New regulation after the 2008 financial crisis requires that all firms must maintain a Tier 1 capital ratio greater than 4.5%. On top of this, there are additional buffers based on scale, risk profile, and other regulatory classifications, so that at the end of the day, firms generally must maintain a 7-10% ratio at minimum.
Over the last two years, Hope Bancorp has averaged a Tier 1 capital ratio of 12.7%, which is considered safe and well capitalized in the event that macro or market conditions suddenly deteriorate.
10. Return on Equity
Return on equity, or ROE, tells us how much profit a company generates for each dollar of shareholder equity, a key funding source for banks. Over a long period, banks with high ROE tend to compound shareholder wealth faster through retained earnings, buybacks, and dividends.
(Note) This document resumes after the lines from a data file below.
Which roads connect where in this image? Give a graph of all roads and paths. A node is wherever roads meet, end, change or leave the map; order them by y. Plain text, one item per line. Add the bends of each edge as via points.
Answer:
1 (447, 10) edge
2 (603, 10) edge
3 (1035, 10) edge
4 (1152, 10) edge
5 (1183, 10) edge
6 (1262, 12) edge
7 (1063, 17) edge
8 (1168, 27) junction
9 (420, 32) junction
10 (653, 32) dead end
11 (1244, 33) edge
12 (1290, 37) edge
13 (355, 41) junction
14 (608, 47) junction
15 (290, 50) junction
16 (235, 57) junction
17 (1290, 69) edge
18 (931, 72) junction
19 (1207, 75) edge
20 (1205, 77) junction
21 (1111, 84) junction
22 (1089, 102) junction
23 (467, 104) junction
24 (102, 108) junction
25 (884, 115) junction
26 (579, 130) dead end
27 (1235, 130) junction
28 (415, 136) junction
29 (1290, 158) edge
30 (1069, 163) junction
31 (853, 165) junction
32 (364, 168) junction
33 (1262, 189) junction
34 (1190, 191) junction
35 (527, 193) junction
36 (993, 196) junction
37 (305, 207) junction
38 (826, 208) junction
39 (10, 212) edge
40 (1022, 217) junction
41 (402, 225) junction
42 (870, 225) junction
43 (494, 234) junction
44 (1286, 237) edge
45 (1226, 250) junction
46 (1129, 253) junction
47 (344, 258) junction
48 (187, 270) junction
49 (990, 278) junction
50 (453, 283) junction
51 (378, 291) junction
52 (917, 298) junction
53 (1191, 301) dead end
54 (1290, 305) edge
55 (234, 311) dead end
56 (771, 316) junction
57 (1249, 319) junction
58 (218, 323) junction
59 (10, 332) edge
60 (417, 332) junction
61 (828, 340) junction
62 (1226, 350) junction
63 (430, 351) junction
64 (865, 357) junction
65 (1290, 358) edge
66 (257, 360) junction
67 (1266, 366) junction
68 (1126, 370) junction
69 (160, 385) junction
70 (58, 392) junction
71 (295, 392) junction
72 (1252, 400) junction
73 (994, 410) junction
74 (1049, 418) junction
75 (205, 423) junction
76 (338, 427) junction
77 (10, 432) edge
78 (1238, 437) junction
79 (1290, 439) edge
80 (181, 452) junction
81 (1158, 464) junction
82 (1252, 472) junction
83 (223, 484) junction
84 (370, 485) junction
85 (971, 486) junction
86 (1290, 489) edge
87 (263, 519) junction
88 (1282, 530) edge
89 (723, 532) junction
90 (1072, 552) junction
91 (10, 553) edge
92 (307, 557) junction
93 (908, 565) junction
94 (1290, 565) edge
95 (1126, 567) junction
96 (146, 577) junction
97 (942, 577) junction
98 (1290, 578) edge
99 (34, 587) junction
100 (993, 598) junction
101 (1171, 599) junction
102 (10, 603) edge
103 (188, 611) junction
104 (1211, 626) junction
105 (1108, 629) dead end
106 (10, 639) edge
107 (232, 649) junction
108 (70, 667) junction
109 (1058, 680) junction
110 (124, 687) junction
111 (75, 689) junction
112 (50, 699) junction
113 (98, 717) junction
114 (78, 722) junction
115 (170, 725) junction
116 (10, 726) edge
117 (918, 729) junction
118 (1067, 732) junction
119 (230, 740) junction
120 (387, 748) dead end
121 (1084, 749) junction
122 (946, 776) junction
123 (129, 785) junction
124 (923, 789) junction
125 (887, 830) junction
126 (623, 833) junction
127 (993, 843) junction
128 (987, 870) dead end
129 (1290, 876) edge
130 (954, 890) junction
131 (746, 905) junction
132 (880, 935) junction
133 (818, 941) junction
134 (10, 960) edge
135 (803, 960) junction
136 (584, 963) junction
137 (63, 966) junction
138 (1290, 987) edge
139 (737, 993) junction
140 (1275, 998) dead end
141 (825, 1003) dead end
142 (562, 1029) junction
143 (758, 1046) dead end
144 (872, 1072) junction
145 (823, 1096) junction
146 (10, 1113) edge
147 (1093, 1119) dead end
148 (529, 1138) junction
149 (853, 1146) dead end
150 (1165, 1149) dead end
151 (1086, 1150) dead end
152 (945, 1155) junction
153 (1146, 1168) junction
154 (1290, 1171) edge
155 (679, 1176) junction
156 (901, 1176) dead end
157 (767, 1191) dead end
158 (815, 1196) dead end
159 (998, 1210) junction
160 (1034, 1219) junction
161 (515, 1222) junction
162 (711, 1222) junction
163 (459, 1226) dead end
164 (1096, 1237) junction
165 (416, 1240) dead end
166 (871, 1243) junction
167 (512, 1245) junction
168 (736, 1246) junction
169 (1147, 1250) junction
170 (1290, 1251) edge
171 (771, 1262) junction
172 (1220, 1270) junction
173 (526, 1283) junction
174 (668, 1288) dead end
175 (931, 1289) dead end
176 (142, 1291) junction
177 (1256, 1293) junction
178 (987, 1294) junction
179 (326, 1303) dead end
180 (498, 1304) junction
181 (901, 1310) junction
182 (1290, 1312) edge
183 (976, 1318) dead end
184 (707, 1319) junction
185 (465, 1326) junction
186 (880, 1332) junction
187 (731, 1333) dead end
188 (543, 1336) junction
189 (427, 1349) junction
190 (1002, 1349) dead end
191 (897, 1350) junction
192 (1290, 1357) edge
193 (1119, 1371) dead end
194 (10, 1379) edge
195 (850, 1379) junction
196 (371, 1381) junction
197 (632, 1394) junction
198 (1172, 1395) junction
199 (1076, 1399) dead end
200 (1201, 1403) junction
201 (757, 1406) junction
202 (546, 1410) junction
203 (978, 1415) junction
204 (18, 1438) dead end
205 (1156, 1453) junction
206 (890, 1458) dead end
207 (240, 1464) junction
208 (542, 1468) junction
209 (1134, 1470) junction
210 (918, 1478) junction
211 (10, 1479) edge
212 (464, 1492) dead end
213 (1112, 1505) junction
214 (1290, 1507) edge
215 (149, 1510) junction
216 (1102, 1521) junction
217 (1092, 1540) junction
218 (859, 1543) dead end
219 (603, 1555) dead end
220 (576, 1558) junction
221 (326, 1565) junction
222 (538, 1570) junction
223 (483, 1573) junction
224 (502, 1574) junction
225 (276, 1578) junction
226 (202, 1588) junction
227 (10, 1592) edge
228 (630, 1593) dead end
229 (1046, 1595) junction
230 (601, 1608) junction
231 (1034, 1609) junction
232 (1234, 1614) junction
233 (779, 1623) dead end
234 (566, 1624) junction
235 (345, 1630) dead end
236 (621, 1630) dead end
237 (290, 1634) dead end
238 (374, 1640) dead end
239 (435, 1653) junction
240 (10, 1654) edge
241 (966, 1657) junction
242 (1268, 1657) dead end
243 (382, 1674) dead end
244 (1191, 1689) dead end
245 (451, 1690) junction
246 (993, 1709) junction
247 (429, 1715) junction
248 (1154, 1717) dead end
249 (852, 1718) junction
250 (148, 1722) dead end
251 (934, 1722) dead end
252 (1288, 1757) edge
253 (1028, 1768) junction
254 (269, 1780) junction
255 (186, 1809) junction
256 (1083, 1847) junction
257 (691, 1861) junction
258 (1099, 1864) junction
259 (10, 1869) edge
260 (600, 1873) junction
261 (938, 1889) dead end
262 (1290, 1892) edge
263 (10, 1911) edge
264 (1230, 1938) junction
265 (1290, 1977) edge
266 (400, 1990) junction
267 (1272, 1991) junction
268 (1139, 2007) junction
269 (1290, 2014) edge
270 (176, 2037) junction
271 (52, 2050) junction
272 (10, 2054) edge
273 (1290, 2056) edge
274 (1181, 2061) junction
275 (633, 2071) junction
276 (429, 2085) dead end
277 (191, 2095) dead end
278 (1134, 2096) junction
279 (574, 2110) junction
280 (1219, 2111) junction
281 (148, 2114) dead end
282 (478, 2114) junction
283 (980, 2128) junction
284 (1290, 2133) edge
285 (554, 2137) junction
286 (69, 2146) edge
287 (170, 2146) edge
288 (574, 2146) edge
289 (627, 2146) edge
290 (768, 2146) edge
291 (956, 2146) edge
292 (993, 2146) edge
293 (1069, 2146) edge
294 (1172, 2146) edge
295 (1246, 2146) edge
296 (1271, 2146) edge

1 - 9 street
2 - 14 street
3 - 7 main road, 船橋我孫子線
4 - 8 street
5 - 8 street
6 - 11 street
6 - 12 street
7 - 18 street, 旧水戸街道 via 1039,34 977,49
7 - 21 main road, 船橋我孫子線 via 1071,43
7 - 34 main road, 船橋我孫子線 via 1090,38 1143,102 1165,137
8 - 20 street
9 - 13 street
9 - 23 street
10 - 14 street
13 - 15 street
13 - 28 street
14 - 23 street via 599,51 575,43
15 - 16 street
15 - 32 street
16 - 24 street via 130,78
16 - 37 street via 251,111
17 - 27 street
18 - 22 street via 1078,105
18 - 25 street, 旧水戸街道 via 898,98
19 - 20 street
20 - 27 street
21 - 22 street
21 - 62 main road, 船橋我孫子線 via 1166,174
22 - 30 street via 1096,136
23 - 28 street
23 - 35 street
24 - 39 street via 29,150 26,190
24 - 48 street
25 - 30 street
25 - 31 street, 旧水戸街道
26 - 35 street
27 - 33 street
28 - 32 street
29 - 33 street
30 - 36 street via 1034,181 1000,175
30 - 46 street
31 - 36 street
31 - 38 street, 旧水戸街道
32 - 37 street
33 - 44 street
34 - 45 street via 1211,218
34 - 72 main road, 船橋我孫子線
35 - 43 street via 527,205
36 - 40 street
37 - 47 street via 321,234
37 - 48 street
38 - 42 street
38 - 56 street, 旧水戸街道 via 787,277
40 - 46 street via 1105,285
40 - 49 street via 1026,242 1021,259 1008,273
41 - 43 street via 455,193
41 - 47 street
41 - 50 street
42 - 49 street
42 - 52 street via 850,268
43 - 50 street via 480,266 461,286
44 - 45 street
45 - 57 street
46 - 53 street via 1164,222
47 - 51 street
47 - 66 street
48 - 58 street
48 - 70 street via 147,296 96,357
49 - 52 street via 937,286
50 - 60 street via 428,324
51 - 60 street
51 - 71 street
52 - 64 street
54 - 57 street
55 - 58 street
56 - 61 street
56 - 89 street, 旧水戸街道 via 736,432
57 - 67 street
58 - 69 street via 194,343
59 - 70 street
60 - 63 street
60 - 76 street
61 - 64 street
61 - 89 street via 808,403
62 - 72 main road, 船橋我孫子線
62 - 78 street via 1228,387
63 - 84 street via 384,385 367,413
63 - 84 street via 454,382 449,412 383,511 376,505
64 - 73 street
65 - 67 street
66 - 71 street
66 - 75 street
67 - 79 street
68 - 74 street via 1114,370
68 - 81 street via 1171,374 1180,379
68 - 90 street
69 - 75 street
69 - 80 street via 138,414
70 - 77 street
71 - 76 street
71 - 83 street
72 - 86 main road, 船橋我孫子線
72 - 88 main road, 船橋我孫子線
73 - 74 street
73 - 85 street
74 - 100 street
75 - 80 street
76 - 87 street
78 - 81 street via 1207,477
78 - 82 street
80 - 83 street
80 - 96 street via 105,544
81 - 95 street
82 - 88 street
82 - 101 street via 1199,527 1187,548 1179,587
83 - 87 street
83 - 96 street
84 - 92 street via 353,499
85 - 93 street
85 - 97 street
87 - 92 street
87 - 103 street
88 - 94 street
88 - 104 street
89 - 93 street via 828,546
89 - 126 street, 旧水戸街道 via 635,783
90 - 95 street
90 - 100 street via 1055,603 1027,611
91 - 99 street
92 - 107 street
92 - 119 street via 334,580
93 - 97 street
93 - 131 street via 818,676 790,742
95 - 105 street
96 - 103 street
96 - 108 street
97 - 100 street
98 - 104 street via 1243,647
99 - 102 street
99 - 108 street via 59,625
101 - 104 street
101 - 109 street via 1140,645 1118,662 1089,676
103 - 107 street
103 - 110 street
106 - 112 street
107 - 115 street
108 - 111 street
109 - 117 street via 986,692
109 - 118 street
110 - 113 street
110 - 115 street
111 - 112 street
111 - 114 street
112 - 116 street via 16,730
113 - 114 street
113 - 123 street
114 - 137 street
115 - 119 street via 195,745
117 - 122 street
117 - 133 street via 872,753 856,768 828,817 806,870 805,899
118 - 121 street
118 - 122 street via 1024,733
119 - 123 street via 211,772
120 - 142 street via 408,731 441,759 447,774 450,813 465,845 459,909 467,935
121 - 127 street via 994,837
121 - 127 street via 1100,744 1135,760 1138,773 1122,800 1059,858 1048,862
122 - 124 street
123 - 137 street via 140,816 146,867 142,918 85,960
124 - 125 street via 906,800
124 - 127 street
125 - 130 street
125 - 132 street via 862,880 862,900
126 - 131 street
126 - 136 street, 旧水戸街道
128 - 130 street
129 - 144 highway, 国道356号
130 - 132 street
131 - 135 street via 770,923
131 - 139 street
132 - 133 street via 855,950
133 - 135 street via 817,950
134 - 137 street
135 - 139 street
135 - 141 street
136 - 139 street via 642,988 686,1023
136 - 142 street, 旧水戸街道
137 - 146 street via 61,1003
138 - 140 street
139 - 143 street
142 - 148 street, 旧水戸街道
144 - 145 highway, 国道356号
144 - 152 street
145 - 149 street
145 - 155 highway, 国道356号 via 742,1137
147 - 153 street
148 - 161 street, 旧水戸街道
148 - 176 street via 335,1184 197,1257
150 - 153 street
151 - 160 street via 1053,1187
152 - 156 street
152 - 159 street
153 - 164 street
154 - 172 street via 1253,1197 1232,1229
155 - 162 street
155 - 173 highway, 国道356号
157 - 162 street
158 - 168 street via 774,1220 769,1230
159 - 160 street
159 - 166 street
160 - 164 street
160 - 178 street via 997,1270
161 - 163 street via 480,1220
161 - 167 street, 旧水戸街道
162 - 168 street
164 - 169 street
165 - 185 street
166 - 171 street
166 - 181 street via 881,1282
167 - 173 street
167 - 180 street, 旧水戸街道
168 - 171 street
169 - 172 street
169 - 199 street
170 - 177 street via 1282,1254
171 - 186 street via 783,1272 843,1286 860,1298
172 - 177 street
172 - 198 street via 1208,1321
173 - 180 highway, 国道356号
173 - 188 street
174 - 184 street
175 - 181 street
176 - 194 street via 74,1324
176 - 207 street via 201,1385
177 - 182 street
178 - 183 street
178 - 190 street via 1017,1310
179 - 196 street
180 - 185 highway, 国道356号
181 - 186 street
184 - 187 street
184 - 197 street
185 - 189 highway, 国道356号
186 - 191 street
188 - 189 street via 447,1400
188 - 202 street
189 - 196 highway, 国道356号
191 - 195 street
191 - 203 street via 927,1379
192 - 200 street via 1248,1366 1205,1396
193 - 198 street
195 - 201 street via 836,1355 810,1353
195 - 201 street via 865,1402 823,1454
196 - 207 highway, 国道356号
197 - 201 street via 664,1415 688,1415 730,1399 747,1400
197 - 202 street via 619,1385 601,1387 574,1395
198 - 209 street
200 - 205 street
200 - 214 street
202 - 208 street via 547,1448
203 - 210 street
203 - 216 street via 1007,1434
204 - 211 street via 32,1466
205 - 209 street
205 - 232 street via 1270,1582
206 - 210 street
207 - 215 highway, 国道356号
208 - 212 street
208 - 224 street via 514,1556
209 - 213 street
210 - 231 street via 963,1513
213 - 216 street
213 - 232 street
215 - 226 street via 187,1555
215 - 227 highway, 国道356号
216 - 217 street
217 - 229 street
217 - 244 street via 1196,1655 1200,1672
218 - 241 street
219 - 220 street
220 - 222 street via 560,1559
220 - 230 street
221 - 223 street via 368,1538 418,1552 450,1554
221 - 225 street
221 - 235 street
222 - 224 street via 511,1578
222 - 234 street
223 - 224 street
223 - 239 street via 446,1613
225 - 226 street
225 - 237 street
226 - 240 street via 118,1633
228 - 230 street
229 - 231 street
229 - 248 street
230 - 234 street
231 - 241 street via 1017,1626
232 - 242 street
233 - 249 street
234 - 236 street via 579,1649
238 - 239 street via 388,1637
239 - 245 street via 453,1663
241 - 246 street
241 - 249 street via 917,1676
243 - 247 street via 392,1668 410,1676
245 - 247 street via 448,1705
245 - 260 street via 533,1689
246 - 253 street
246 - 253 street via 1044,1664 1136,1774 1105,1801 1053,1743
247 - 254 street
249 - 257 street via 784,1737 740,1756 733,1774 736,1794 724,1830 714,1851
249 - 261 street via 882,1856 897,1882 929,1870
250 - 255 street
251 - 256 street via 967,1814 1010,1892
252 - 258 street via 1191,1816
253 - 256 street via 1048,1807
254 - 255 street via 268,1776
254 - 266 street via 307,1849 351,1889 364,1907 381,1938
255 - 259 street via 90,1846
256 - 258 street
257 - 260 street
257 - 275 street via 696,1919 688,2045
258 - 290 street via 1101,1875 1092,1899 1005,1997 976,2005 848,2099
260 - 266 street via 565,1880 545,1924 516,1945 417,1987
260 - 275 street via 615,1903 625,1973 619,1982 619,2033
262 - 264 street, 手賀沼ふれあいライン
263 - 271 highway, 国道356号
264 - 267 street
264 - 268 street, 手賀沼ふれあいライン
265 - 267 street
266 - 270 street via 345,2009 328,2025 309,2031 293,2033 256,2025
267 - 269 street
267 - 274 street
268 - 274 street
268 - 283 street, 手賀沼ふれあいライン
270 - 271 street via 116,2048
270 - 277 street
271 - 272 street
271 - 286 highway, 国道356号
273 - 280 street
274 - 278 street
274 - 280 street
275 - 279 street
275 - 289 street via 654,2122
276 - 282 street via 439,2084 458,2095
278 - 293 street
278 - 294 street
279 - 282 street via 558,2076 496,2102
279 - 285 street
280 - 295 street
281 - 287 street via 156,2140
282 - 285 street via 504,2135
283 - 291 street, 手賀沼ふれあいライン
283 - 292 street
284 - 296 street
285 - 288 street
Over the last five years, Hope Bancorp has averaged an ROE of 6.9%, uninspiring for a company operating in a sector where the average shakes out around 7.5%.

11. Key Takeaways from Hope Bancorp’s Q3 Results
It was encouraging to see Hope Bancorp beat analysts’ net interest income expectations this quarter. We were also happy its revenue outperformed Wall Street’s estimates. On the other hand, its EPS was just in line. Zooming out, we think this was a decent quarter. The stock traded up 1.8% to $10.88 immediately after reporting.
12. Is Now The Time To Buy Hope Bancorp?
Updated: December 3, 2025 at 11:47 PM EST
Before deciding whether to buy Hope Bancorp or pass, we urge investors to consider business quality, valuation, and the latest quarterly results.
We cheer for all companies supporting the economy, but in the case of Hope Bancorp, we’ll be cheering from the sidelines. To kick things off, its revenue has declined over the last five years. And while its estimated net interest income growth for the next 12 months is great, the downside is its declining EPS over the last five years makes it a less attractive asset to the public markets. On top of that, its net interest income growth was weak over the last five years.
Hope Bancorp’s P/B ratio based on the next 12 months is 0.6x. While this valuation is optically cheap, the potential downside is huge given its shaky fundamentals. There are more exciting stocks to buy at the moment.
Wall Street analysts have a consensus one-year price target of $12.38 on the company (compared to the current share price of $10.94).